Infine, last but not least,non posso fare a meno di rilevare che a fine sei tornato all’offesa (testualmente: <<davvero non riesci a provare un po’ di vergogna?!>>), metodo che nei miei confronti hai inaugurato quando abbiamo discordato sulla strage di Bologna. Come ho fatto notare in questi giorni a Morando il quale si è ridotto a fare commenti consistenti soltanto in una faccina derisoria, gli atteggiamenti sprezzanti e offensivi squalificano chi li adotta, non chi ne è bersaglio.
Vladimiro, Vladimiro hai il naso che diventa sempre più lungo…. Sei stato tu che nel ripostare ossessivamente una tua replica che avevi già messo su Fb e che chiudeva la nostra discussione hai aggiunto (riaprendo la discussione) ulteriori argomenti alla tua già logorroica narrazione assolutoria delle nefandezze dello Stato italiano. Come quei bambini che vogliono aver sempre l’ultima parola….

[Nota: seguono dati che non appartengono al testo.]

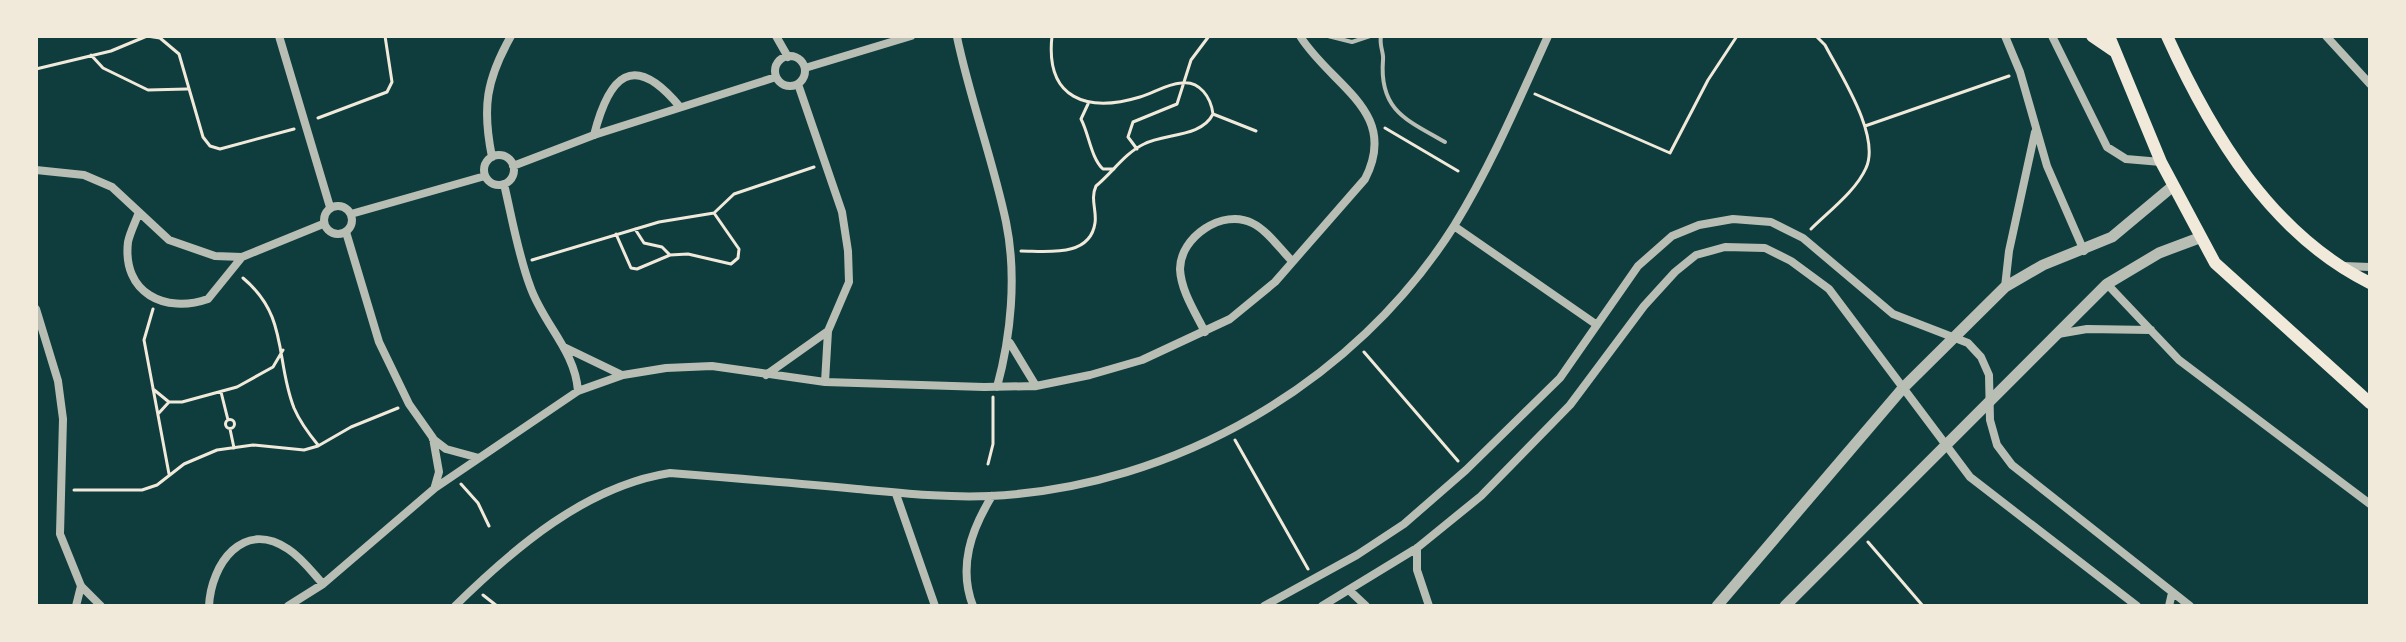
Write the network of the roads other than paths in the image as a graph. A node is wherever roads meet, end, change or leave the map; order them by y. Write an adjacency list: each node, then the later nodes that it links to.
1 (279, 36): 35 (street)
2 (511, 36): 28 (street)
3 (776, 36): 19 (street)
4 (911, 36): 20 (street)
5 (944, 36): 6 (street)
6 (958, 36): 57 (street)
7 (1300, 36): 44 (street)
8 (1328, 36): 9 (lane)
9 (1370, 36)
10 (1381, 36): 27 (lane)
11 (1548, 36): 39 (street)
12 (2005, 36): 25 (street)
13 (2052, 36): 29 (street)
14 (2092, 36): 18 (main road)
15 (2109, 36): 18 (main road)
16 (2167, 36): 45 (main road)
17 (2326, 36): 23 (street)
18 (2114, 51): 29 (main road)
19 (788, 57): 20 (street); 21 (street)
20 (805, 68): 22 (street)
21 (776, 77): 22 (street); 24 (street)
22 (798, 84): 53 (street)
23 (2370, 84)
24 (680, 107): 26 (street); 26 (street)
25 (2036, 127): 42 (street); 49 (street)
26 (594, 135): 30 (street)
27 (1445, 142)
28 (492, 157): 30 (street); 32 (street)
29 (2161, 162): 34 (main road)
30 (513, 166): 33 (street)
31 (36, 170): 36 (street)
32 (485, 176): 33 (street); 37 (street)
33 (504, 184): 58 (street)
34 (2173, 186): 41 (main road); 42 (street)
35 (330, 207): 37 (street); 38 (street)
36 (139, 212): 43 (street); 43 (street)
37 (351, 214): 40 (street)
38 (323, 224): 40 (street); 43 (street)
39 (1454, 226): 51 (street); 73 (street)
40 (346, 232): 68 (street)
41 (2199, 238): 48 (street); 67 (main road)
42 (2084, 251): 49 (street)
43 (242, 257)
44 (1292, 261): 54 (street); 54 (street)
45 (2340, 266): 46 (street); 47 (main road)
46 (2370, 267)
47 (2370, 283)
48 (2107, 284): 52 (street); 55 (street)
49 (2005, 287): 56 (street)
50 (36, 309): 77 (street)
51 (1597, 325): 56 (street); 87 (street)
52 (2151, 330): 55 (street); 74 (street)
53 (828, 331): 60 (street); 61 (street)
54 (1205, 332): 62 (street)
55 (2058, 334): 66 (street)
56 (1952, 336): 64 (street); 66 (street)
57 (1009, 340): 62 (street); 63 (street)
58 (565, 347): 59 (street); 65 (street)
59 (623, 375): 60 (street); 65 (street)
60 (766, 375): 61 (street)
61 (825, 382): 63 (street)
62 (1036, 386): 63 (street)
63 (995, 387)
64 (1903, 388): 69 (street); 75 (street); 91 (street)
65 (578, 391): 70 (street)
66 (1992, 397): 69 (street); 79 (street)
67 (2370, 403)
68 (433, 438): 70 (street); 71 (street)
69 (1947, 446): 92 (street); 93 (street)
70 (479, 458): 71 (street)
71 (435, 488): 76 (street)
72 (896, 494): 73 (street); 84 (street); 85 (street)
73 (992, 496): 86 (street)
74 (2370, 504)
75 (1417, 548): 78 (street); 90 (street)
76 (323, 584): 82 (street); 83 (street)
77 (81, 586): 80 (street); 81 (street)
78 (1350, 591): 88 (street); 89 (street)
79 (2172, 593): 94 (street); 95 (street)
80 (76, 606)
81 (101, 606)
82 (209, 606)
83 (288, 606)
84 (455, 606)
85 (935, 606)
86 (973, 606)
87 (1264, 606)
88 (1322, 606)
89 (1366, 606)
90 (1429, 606)
91 (1717, 606)
92 (1785, 606)
93 (2137, 606)
94 (2169, 606)
95 (2190, 606)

Chiudiamo qui la discussione con questa ultima replica di Vladimiro Satta che senza più infingimenti linguistici e cautele semantiche esprime in modo marmoreo la sua posizione ideologica in difesa sempre e comunque dell’operato degli apparati statali a prescindere da prove e contesti storici. Valuteranno i lettori e studiosi se questo approccio può dirsi storicamente fondato e se le sue passate posizioni antidietrologiche fossero, in realtà, dettate unicamente da strumentalità: un mero esercizio di retorica ad uso della probità delle istituzioni. Lo ringraziamo infinitamente e salutiamo definitivamente per questa estrema chiarezza e sincerità. La redazione.